Unstructured-IO / unstructured-api

Apache License 2.0
505 stars 108 forks source link

local docker setup of unstructured api asks for API key with 401 errors #386

Closed ahmedrehman closed 6 months ago

ahmedrehman commented 6 months ago

Describe the bug im trying the unstructured api with a local docker like in documnetation : https://js.langchain.com/docs/integrations/document_loaders/file_loaders/unstructured

To Reproduce docker run -p 8000:8000 -d --rm --name unstructured-api quay.io/unstructured-io/unstructured-api:latest --port 8000 --host 0.0.0.0 try to use it it will always answer 401 becaue of malformed API Key, and there is no documentation how to get or create that key locally, As i understand it should not ask for an api key f i dont specify the environment variable

Environment: docker on windows

omikader commented 6 months ago

Are you setting apiUrl to point to your local instance?

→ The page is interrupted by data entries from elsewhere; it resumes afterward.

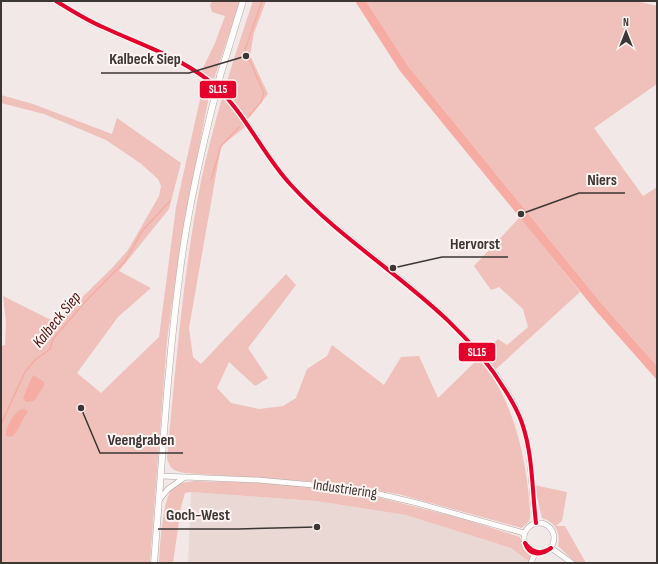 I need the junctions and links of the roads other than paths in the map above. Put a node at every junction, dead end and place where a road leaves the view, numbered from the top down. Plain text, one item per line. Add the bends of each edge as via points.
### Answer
1 (56, 1) edge
2 (243, 1) edge
3 (161, 476) junction
4 (184, 477) junction
5 (159, 500) junction
6 (536, 523) junction
7 (524, 533) junction
8 (551, 548) junction
9 (535, 553) junction
10 (154, 563) edge
11 (531, 563) edge
12 (572, 563) edge

1 - 6 street via 209,81 240,114 270,159 318,211 432,305 469,340 486,361 521,419 529,455
2 - 3 main road, bridge via 214,100 198,169 180,270
3 - 4 street, Industriering
3 - 5 main road
4 - 5 street via 168,489
4 - 7 street, Industriering via 258,480 358,489 417,502
5 - 10 main road
6 - 7 street via 529,526
6 - 8 street via 546,524 553,530 555,539
7 - 9 street via 524,542 528,549
8 - 9 street via 544,553
8 - 12 street
9 - 11 street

ahmedrehman commented 6 months ago

I tried now, it still asks for apikey

docker run -p 8000:8000 -d --rm --name unstructured-api quay.io/unstructured-io/unstructured-api:latest --port 8000 --host 0.0.0.0

import { UnstructuredDirectoryLoader } from "langchain/document_loaders/fs/unstructured";

const options = { apiKey: "", apiUrl: "http://localhost:8000" };

const loader = new UnstructuredDirectoryLoader( "woertli" , options ); const docs = await loader.load();

omikader commented 6 months ago

Can you share the exact error you're seeing? Also, you can omit apiKey from options since you're not providing one

ahmedrehman commented 6 months ago

I tried also without apikey

langchainnodeexample@1.0.0 start node test.js

file:///C:/ahmed/wrk/tmpWork/2024/proj/ai/langchainNode/node_modules/langchain/dist/document_loaders/fs/unstructured.js:185 throw new Error(Failed to partition file ${this.filePath} with error ${response.status} and message ${await response.text()}); ^

Error: Failed to partition file C:\ahmed\wrk\tmpWork\2024\proj\ai\langchainNode\woertli\wortli1pdf.pdf with error 401 and message {"detail":"API key is malformed, please type the API key correctly in the header."} at UnstructuredLoader._partition (file:///C:/ahmed/wrk/tmpWork/2024/proj/ai/langchainNode/node_modules/langchain/dist/document_loaders/fs/unstructured.js:185:19) at process.processTicksAndRejections (node:internal/process/task_queues:95:5) at async UnstructuredLoader.load (file:///C:/ahmed/wrk/tmpWork/2024/proj/ai/langchainNode/node_modules/langchain/dist/document_loaders/fs/unstructured.js:194:26) at async UnstructuredDirectoryLoader.load (file:///C:/ahmed/wrk/tmpWork/2024/proj/ai/langchainNode/node_modules/langchain/dist/document_loaders/fs/directory.js:94:40) at async file:///C:/ahmed/wrk/tmpWork/2024/proj/ai/langchainNode/test.js:24:14

Node.js v20.10.0

omikader commented 6 months ago

I suspect that you are still not hitting your Docker container for some reason because that error response message does not exist in the repo. Make sure that you are seeing the request come in to your container using docker logs if possible.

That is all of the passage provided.